Final AMIA Bombing Victim in Buenos Aires Identified 22 Years After Attack
BUENOS AIRES, Argentina — The only unidentified fatality of the 1994 bombing of the AMIA Jewish center here has been named.
Augusto Daniel Jesus was identified as the victim with more than 99.99 percent certainty based on an analysis of DNA taken from the body and from his mother, according to the Argentina government’s AMIA Special Investigating Unit, which announced the identification Wednesday.
Jesus and his mother were among the 85 people killed and 300 were injured in the solo suicide bombing — most but not all of them Jews.
Argentina has accused Hezbollah of carrying out the attack at the direction of Iran. No arrests have been made, and the investigation has been plagued with charges of incompetence and corruption.
The DNA analysis was conducted by the Argentine Forensic Anthropology Team and verified by the team along with the University of Buenos Aires. Efforts to identify the body began in 2002 after Jesus’ identity card was discovered in the debris at the scene.
Some believed the body may have belonged to the suicide bomber, but the theory has now been discredited.
Jesus and his mother were attending a class at AMIA on caring for people with health problems when they were killed, according to relatives. Jesus was 20 years old.
Argentina is home to some 230,000 Jews, according to the World Jewish Congress, the largest community in Latin America and the sixth largest in the world outside Israel.
Sabrina Namer, Roberto Salum and Leonardo Filippini have led the AMIA Special Investigatory Unit since their predecessor, Alberto Nisman, was found dead of a gunshot wound last year in his apartment in Buenos Aires. He had accused then-President Cristina Fernandez de Kirchner and other senior officials of secretly covering up Iran’s involvement in the bombing. Kirchner denied the allegations and judges threw out the case, but it was reopened this month.

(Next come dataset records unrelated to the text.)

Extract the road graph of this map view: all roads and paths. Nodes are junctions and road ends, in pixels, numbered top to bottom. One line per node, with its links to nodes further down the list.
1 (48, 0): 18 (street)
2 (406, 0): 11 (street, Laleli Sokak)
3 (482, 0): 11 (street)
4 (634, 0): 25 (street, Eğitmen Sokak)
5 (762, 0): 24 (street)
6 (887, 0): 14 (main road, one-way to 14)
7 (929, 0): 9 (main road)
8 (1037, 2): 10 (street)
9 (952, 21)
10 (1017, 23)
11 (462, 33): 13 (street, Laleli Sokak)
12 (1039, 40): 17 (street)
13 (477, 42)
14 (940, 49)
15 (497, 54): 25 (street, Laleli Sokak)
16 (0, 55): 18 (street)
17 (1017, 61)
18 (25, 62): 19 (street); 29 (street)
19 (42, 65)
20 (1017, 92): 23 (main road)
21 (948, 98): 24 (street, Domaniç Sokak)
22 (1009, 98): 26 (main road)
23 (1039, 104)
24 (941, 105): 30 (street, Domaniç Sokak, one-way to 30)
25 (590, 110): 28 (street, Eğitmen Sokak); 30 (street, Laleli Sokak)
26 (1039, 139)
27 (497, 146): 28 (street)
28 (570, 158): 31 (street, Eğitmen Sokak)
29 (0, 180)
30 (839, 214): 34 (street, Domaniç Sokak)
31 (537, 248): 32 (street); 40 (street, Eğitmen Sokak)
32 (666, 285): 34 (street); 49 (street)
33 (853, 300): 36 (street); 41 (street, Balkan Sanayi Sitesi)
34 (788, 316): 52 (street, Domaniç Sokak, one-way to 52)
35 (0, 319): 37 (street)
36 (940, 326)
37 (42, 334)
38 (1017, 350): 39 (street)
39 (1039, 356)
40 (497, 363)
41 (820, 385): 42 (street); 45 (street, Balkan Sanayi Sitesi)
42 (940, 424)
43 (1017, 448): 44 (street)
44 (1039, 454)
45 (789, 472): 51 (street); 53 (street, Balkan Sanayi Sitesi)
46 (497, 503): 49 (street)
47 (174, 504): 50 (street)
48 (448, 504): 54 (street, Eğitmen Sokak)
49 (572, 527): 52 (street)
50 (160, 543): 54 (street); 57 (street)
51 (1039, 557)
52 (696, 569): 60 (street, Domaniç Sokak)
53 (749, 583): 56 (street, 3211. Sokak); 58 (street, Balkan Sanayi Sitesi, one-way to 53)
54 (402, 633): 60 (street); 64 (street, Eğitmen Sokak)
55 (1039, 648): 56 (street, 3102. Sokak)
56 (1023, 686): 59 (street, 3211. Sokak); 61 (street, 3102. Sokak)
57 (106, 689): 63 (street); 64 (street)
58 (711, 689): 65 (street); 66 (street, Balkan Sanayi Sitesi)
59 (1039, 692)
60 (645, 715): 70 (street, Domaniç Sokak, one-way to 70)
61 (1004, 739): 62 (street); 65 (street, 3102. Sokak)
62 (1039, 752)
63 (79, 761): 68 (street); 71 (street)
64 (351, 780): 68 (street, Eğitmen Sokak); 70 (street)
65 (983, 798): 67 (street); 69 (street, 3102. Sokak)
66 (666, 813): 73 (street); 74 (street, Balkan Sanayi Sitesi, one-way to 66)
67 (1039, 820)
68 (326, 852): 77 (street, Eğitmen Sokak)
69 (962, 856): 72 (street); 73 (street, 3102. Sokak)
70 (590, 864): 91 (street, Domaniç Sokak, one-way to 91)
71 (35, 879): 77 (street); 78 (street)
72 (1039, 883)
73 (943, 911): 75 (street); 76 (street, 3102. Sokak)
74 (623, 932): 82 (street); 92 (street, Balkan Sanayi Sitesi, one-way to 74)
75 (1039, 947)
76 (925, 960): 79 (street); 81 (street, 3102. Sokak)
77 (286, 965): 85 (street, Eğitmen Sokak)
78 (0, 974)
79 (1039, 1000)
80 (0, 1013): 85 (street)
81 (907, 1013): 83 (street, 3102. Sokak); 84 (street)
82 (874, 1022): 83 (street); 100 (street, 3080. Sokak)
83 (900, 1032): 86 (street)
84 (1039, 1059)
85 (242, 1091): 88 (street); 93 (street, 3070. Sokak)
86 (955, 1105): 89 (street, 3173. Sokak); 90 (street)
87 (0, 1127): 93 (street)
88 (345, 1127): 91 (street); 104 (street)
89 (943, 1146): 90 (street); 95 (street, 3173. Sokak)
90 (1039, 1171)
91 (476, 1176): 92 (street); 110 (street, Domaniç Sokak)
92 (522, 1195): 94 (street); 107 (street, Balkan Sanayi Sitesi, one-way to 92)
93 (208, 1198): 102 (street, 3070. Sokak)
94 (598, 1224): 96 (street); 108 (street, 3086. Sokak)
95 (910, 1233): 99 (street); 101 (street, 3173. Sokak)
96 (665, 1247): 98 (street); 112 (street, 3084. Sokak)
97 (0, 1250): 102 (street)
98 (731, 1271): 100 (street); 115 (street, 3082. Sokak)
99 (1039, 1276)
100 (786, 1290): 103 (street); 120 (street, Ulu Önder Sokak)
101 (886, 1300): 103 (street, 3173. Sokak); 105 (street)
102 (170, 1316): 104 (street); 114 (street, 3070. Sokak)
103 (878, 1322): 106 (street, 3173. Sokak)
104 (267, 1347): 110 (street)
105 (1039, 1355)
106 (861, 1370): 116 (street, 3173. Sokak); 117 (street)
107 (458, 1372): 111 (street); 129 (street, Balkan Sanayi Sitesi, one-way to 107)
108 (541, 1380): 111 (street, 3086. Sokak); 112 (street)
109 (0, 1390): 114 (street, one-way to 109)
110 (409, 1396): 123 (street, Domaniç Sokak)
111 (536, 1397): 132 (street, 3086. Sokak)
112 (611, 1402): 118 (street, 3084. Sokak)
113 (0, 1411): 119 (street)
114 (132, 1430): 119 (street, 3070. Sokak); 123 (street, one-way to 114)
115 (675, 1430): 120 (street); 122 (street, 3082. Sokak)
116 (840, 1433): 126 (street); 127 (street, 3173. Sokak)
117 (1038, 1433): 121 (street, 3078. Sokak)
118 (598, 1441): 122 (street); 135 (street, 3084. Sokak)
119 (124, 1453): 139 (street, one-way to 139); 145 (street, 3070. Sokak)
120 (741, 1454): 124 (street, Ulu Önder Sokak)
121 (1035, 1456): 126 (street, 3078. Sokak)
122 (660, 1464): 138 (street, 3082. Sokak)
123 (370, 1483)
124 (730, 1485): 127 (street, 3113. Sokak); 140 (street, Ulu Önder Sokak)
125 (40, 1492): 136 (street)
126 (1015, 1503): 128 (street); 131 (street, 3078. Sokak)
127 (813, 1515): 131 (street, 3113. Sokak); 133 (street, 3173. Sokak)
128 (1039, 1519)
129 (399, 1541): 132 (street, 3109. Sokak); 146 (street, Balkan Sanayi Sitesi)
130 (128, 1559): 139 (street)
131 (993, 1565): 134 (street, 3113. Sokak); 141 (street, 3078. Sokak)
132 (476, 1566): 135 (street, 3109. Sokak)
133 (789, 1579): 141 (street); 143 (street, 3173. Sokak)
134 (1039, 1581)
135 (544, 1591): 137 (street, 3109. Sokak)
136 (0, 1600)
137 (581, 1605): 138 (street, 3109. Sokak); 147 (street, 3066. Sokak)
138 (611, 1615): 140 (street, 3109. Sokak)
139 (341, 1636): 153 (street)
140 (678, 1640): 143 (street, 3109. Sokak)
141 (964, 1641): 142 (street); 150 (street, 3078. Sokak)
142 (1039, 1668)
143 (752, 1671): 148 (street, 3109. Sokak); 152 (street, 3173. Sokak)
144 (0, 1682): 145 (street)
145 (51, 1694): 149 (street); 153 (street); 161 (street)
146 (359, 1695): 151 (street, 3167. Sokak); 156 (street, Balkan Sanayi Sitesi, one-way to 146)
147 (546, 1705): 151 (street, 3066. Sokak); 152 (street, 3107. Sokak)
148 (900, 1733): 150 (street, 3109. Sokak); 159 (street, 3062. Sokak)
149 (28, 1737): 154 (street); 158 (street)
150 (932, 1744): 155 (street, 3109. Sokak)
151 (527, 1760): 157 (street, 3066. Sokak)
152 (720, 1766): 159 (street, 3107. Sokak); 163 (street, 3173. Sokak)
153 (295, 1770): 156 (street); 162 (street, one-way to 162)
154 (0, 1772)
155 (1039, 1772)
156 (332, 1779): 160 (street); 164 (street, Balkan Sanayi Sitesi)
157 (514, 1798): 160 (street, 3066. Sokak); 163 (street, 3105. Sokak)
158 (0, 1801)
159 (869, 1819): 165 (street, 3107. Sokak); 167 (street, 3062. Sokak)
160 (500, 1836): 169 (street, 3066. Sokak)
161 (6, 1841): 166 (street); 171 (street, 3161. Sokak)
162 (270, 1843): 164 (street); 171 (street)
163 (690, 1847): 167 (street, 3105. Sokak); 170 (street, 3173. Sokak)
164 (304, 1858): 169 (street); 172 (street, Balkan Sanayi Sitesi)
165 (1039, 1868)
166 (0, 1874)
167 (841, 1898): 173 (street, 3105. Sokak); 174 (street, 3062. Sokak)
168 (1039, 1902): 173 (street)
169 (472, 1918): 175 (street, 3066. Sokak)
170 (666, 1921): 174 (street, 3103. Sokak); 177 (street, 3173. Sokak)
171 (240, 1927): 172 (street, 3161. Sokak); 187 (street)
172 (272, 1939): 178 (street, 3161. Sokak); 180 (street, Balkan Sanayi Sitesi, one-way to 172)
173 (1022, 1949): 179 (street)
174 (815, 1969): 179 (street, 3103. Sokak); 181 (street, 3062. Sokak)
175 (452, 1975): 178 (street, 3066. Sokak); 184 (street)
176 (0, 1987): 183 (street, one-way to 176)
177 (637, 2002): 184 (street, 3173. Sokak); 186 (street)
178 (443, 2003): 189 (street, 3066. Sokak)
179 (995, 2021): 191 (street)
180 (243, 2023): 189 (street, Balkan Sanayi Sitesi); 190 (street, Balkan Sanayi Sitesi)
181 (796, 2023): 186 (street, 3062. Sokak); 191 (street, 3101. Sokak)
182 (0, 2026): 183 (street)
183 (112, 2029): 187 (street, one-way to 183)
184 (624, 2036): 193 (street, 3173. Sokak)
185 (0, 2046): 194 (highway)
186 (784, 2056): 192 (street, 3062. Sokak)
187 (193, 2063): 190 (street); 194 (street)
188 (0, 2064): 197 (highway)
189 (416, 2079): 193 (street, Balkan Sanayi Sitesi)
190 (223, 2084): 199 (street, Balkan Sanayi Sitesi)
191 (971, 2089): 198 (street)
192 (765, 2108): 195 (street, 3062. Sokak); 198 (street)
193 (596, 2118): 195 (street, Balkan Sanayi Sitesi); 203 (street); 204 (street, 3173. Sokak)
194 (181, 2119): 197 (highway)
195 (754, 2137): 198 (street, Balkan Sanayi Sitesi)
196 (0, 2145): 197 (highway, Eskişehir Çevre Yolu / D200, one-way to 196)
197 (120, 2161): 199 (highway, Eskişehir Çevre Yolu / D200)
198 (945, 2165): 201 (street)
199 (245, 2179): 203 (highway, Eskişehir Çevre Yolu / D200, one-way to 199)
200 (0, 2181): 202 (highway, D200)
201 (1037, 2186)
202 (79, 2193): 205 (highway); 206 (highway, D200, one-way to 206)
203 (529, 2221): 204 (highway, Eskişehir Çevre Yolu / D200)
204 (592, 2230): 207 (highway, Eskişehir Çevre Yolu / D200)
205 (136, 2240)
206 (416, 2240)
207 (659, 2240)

The nature of Nisman’s death, whether murder or suicide, remains a mystery. Six Iranians have been on the Interpol international police agency’s most wanted list in connection with the bombing since 2007.
The government “talked a lot but did very little” over the past 22 years, said Sofia Guterman, whose daughter Andrea was killed in the attack, on the anniversary last month. “It is time that it promises less and solves more.”
Immediately after taking office last year, Argentine President Mauricio Macri canceled the controversial memorandum of understanding between Argentina and Iran agreed to under Kirchner to jointly investigate the bombing.